[Stored data]
▽

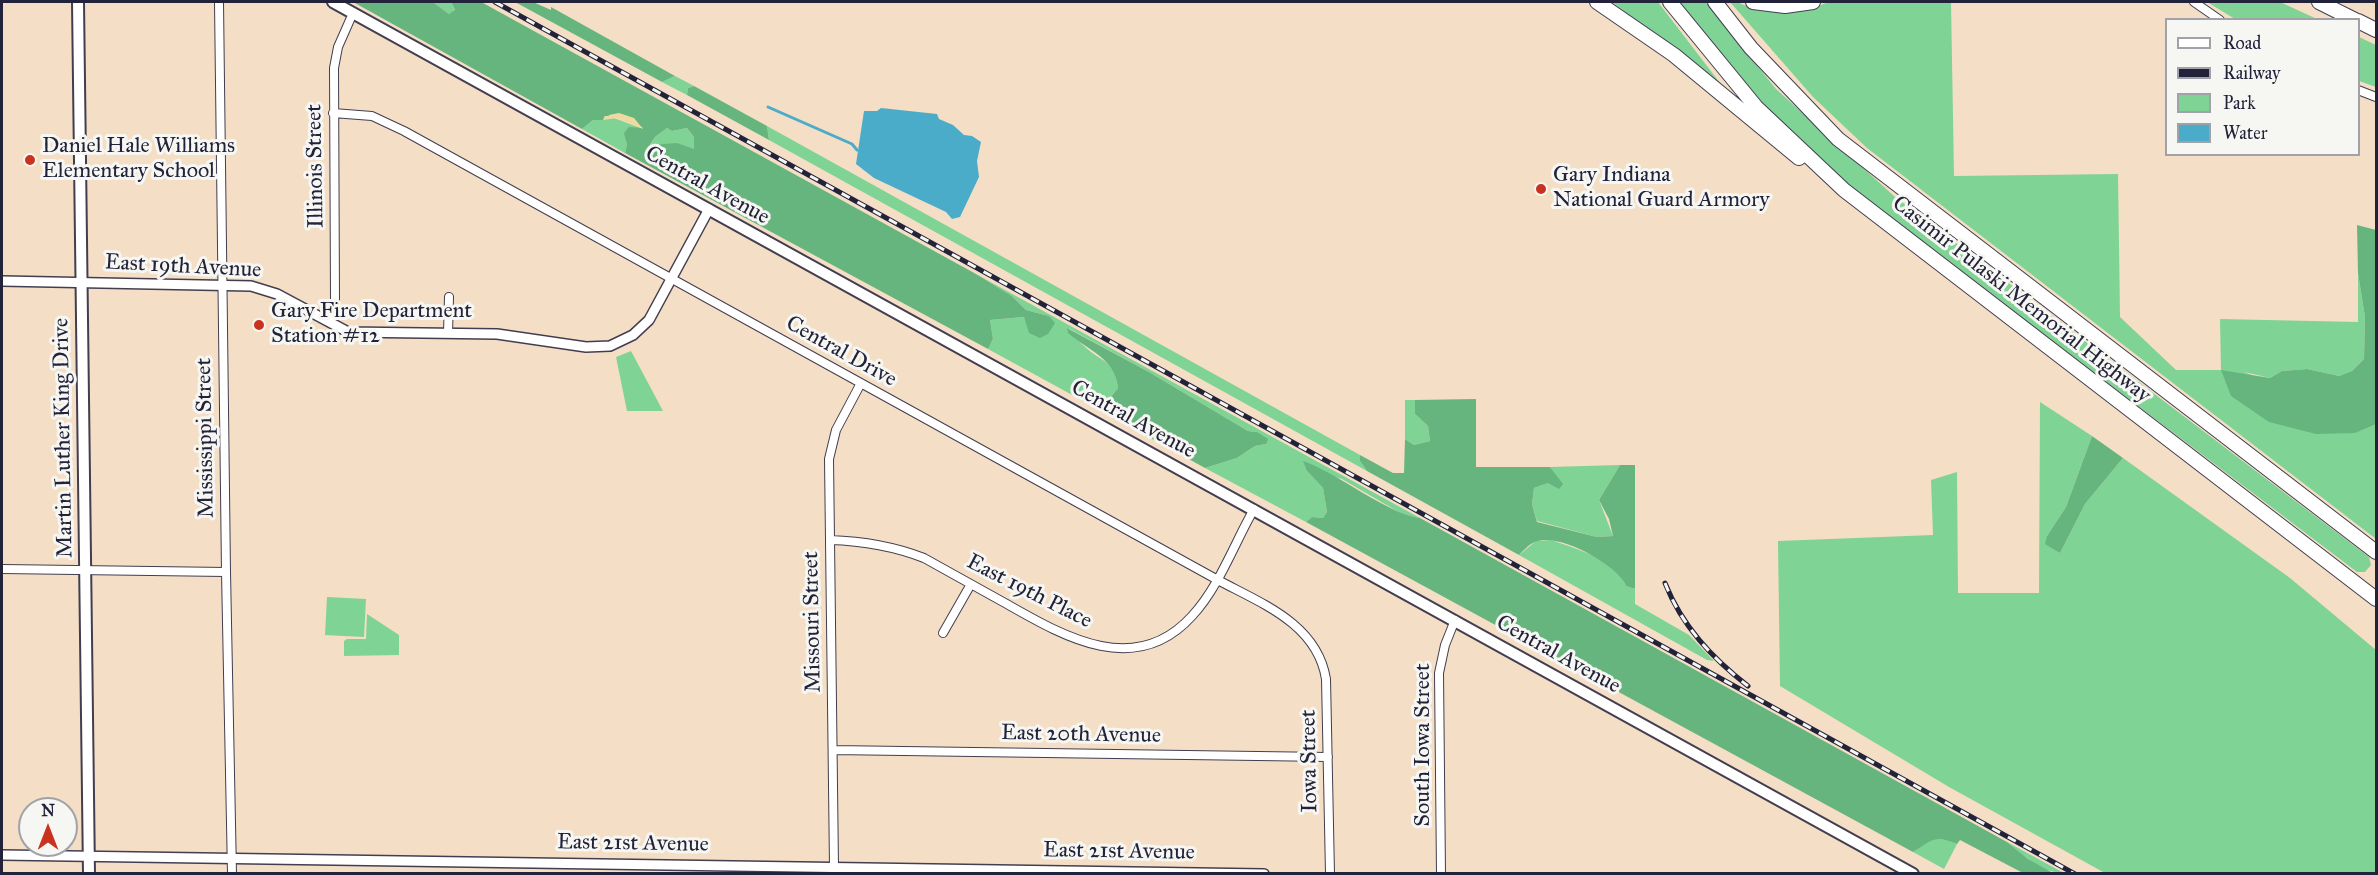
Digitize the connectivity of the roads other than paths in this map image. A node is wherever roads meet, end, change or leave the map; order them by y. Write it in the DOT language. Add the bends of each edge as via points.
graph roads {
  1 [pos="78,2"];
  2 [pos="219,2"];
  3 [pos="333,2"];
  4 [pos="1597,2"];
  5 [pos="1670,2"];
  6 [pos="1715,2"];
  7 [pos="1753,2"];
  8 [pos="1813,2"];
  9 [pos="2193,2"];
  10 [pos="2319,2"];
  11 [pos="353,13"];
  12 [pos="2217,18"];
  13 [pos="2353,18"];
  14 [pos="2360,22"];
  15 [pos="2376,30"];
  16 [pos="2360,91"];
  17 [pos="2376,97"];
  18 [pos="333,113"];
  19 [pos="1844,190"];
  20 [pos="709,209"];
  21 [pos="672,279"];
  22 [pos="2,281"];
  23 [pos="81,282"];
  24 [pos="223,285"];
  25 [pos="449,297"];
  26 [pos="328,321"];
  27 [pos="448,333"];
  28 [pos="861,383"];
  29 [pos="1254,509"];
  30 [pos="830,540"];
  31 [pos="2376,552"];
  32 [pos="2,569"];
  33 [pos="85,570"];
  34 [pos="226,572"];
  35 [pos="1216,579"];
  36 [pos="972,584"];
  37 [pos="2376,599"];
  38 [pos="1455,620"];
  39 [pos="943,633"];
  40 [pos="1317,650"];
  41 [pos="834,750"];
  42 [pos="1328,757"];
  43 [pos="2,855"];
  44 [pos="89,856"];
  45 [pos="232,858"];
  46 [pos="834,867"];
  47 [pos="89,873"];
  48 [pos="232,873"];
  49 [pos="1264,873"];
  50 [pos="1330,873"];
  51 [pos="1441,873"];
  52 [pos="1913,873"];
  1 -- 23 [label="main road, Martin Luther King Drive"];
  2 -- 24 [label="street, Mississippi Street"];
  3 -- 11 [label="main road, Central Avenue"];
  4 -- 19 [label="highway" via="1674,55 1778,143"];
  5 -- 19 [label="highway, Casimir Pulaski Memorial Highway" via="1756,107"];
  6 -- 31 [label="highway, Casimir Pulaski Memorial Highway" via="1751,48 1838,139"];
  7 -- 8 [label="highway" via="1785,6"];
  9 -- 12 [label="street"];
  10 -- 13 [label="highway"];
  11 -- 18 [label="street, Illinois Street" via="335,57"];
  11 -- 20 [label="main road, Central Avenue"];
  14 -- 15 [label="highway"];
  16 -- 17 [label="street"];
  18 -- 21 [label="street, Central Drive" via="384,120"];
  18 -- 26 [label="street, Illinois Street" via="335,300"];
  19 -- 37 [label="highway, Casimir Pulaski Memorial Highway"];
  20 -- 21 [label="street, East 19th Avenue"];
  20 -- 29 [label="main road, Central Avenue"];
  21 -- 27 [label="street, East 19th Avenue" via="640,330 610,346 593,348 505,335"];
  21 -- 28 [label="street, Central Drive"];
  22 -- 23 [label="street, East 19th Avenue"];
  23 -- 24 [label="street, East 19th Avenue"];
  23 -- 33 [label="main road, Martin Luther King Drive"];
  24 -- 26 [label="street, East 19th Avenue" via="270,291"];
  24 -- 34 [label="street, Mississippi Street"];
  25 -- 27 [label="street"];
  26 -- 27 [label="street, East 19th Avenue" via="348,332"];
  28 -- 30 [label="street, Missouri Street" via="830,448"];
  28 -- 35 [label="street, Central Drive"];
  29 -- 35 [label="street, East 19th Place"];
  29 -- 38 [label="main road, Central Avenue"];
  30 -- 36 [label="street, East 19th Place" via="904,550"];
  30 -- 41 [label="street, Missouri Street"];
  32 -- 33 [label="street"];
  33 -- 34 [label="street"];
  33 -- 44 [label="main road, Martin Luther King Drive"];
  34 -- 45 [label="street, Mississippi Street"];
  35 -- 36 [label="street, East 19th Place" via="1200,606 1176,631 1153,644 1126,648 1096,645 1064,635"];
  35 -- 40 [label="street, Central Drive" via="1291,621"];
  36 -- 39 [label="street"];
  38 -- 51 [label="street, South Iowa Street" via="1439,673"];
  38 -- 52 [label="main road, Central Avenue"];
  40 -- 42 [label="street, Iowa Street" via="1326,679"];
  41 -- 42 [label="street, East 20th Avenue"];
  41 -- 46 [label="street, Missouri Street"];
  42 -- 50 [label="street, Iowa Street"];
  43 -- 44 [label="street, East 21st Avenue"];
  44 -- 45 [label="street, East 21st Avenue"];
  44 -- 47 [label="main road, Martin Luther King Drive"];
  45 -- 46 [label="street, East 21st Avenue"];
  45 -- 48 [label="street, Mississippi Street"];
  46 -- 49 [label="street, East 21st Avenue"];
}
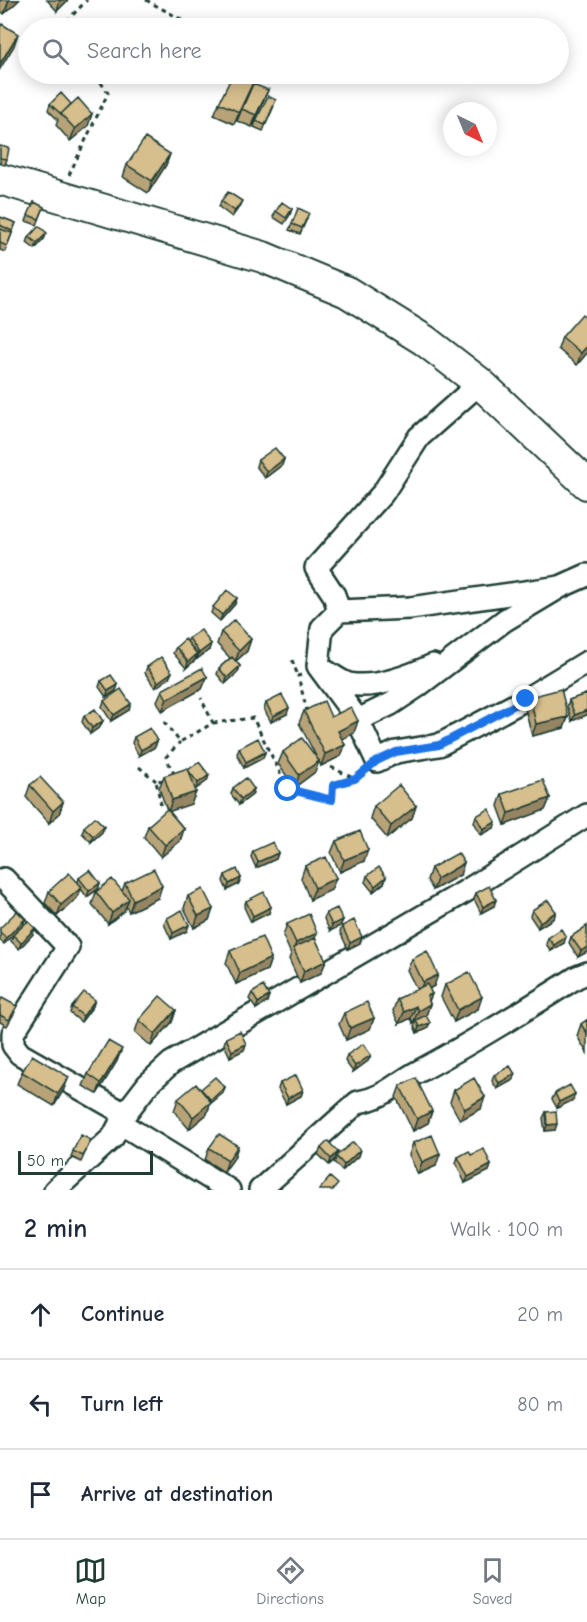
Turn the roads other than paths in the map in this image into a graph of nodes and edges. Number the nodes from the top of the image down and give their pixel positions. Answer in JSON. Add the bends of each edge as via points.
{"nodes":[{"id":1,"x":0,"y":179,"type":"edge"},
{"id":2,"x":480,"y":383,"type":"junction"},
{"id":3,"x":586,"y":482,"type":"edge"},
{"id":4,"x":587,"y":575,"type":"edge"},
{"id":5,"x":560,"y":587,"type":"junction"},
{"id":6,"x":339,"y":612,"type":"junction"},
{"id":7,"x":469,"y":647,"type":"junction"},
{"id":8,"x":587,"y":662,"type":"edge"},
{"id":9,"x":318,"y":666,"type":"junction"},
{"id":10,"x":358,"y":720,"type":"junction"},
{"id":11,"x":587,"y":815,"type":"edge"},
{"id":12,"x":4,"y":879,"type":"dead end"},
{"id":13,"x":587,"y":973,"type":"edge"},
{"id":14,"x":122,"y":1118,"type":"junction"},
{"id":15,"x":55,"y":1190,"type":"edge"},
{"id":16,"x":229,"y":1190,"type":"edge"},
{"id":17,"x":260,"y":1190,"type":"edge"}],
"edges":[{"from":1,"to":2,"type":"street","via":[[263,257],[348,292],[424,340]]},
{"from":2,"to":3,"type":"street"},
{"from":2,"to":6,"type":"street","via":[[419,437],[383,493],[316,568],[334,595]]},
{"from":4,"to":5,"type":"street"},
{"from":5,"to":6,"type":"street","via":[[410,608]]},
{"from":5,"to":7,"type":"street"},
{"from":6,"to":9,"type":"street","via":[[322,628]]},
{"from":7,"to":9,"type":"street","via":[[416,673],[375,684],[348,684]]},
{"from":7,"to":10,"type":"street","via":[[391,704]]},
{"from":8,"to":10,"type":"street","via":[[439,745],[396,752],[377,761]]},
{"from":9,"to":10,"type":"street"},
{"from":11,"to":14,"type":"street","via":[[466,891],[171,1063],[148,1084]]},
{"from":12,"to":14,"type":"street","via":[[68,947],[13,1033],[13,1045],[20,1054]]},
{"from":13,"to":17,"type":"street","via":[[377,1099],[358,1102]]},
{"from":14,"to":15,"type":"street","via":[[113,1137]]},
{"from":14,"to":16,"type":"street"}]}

△

EXERCISE INSTRUCTIONS =>
Every line in the data above that includes the word "Memorial" should be copied.

REPLY =>
  5 -- 19 [label="highway, Casimir Pulaski Memorial Highway" via="1756,107"];
  6 -- 31 [label="highway, Casimir Pulaski Memorial Highway" via="1751,48 1838,139"];
  19 -- 37 [label="highway, Casimir Pulaski Memorial Highway"];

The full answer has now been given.